(Beginning of MATERIAL TO PROCESS)
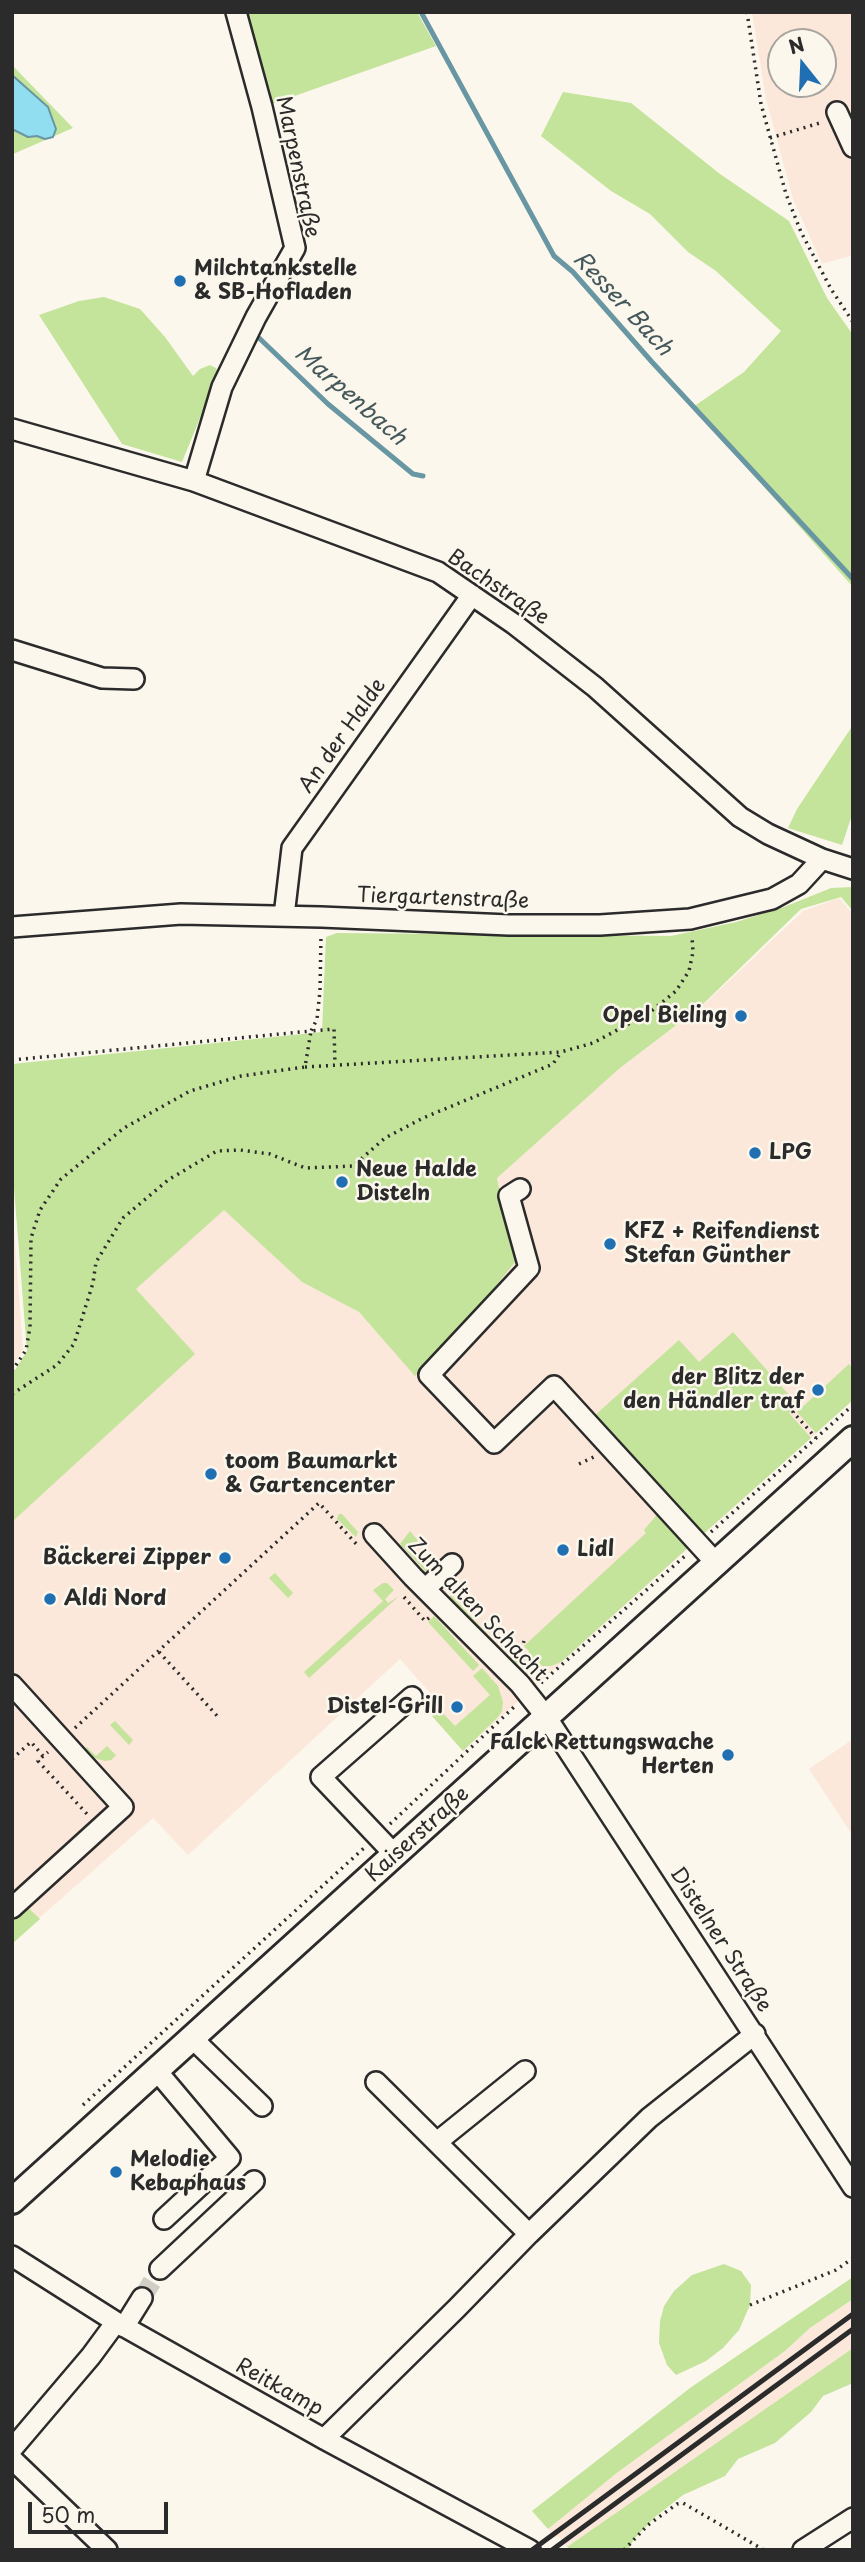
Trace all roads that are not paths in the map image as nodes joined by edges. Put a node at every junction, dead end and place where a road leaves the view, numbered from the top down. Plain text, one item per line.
1 (236, 12) edge
2 (838, 115) road end
3 (853, 147) edge
4 (12, 429) edge
5 (194, 481) junction
6 (472, 595) junction
7 (12, 650) edge
8 (134, 679) dead end
9 (822, 859) junction
10 (853, 869) edge
11 (284, 916) junction
12 (12, 926) edge
13 (520, 1189) dead end
14 (853, 1440) edge
15 (374, 1534) dead end
16 (716, 1563) junction
17 (452, 1564) dead end
18 (425, 1589) junction
19 (12, 1685) edge
20 (412, 1698) dead end
21 (547, 1718) junction
22 (395, 1855) junction
23 (12, 1908) edge
24 (755, 2035) junction
25 (192, 2039) junction
26 (157, 2071) junction
27 (525, 2071) dead end
28 (376, 2081) dead end
29 (262, 2106) dead end
30 (437, 2142) junction
31 (254, 2181) dead end
32 (853, 2187) edge
33 (12, 2201) edge
34 (164, 2219) dead end
35 (529, 2234) junction
36 (12, 2256) edge
37 (160, 2269) tunnel mouth
38 (142, 2298) tunnel mouth
39 (120, 2325) junction
40 (324, 2440) junction
41 (12, 2449) edge
42 (12, 2459) edge
43 (853, 2518) edge
44 (107, 2550) edge
45 (530, 2550) edge
46 (803, 2550) edge

1 - 5 street, Marpenstraße
2 - 3 street
4 - 5 street, Bachstraße
5 - 6 street, Bachstraße
6 - 9 street, Bachstraße
6 - 11 street, An der Halde
7 - 8 street
9 - 10 street
9 - 11 street, Tiergartenstraße
11 - 12 street, Tiergartenstraße
13 - 16 street
14 - 16 main road, Kaiserstraße
15 - 18 street, Zum alten Schacht
16 - 21 main road, Kaiserstraße
17 - 18 street
18 - 21 street, Zum alten Schacht
19 - 23 street
20 - 22 street
21 - 22 main road, Kaiserstraße
21 - 24 street, Distelner Straße
22 - 25 main road, Kaiserstraße
24 - 32 street, Distelner Straße
24 - 35 street
25 - 26 main road, Kaiserstraße
25 - 29 street
26 - 33 main road, Kaiserstraße
26 - 34 street
27 - 30 street
28 - 30 street
30 - 35 street
31 - 37 street
35 - 40 street
36 - 39 street, Reitkamp
38 - 39 street
39 - 40 street, Reitkamp
39 - 41 street
40 - 45 street, Reitkamp
42 - 44 street
43 - 46 street

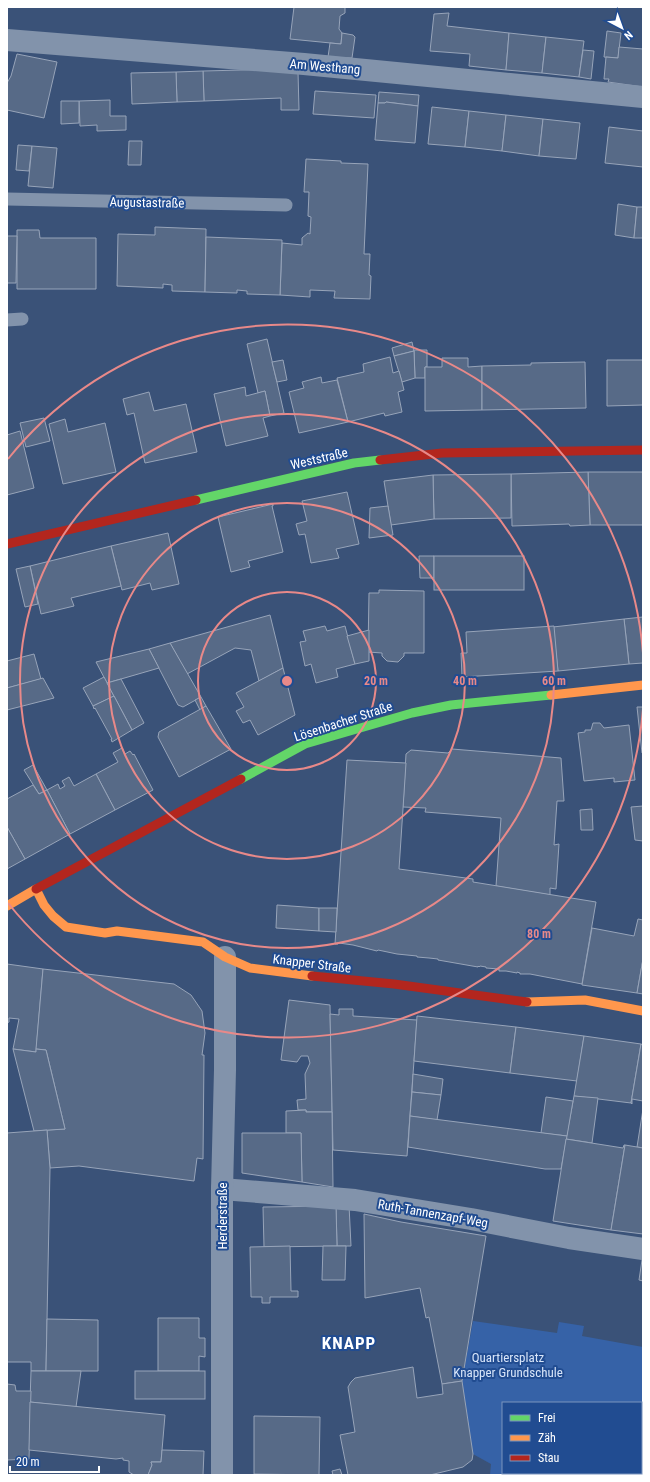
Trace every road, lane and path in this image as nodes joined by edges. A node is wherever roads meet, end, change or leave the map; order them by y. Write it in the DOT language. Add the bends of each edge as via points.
graph roads {
  1 [pos="7,40"];
  2 [pos="643,98"];
  3 [pos="7,199"];
  4 [pos="286,205"];
  5 [pos="22,319"];
  6 [pos="7,320"];
  7 [pos="643,450"];
  8 [pos="7,544"];
  9 [pos="643,685"];
  10 [pos="36,889"];
  11 [pos="7,906"];
  12 [pos="225,957"];
  13 [pos="643,1011"];
  14 [pos="222,1189"];
  15 [pos="643,1249"];
  16 [pos="222,1475"];
  1 -- 2 [label="street, Am Westhang" via="304,64"];
  3 -- 4 [label="lane, Augustastraße"];
  5 -- 6 [label="lane"];
  7 -- 8 [label="street, Weststraße" via="442,453 354,463"];
  9 -- 10 [label="street, Lösenbacher Straße" via="452,706 412,713 304,744"];
  10 -- 11 [label="street"];
  10 -- 12 [label="street, Knapper Straße" via="44,905 66,926 104,933 117,931 203,942"];
  12 -- 13 [label="street, Knapper Straße" via="250,968 523,1002 585,1000"];
  12 -- 14 [label="street, Herderstraße"];
  14 -- 15 [label="street, Ruth-Tannenzapf-Weg" via="355,1200"];
  14 -- 16 [label="street, Herderstraße"];
}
(End of MATERIAL TO PROCESS)
**WORK ORDER**
Would you copy out every line in the records that includes the string "node"?

**ANSWER BOX**
Trace all roads that are not paths in the map image as nodes joined by edges. Put a node at every junction, dead end and place where a road leaves the view, numbered from the top down. Plain text, one item per line.
Trace every road, lane and path in this image as nodes joined by edges. A node is wherever roads meet, end, change or leave the map; order them by y. Write it in the DOT language. Add the bends of each edge as via points.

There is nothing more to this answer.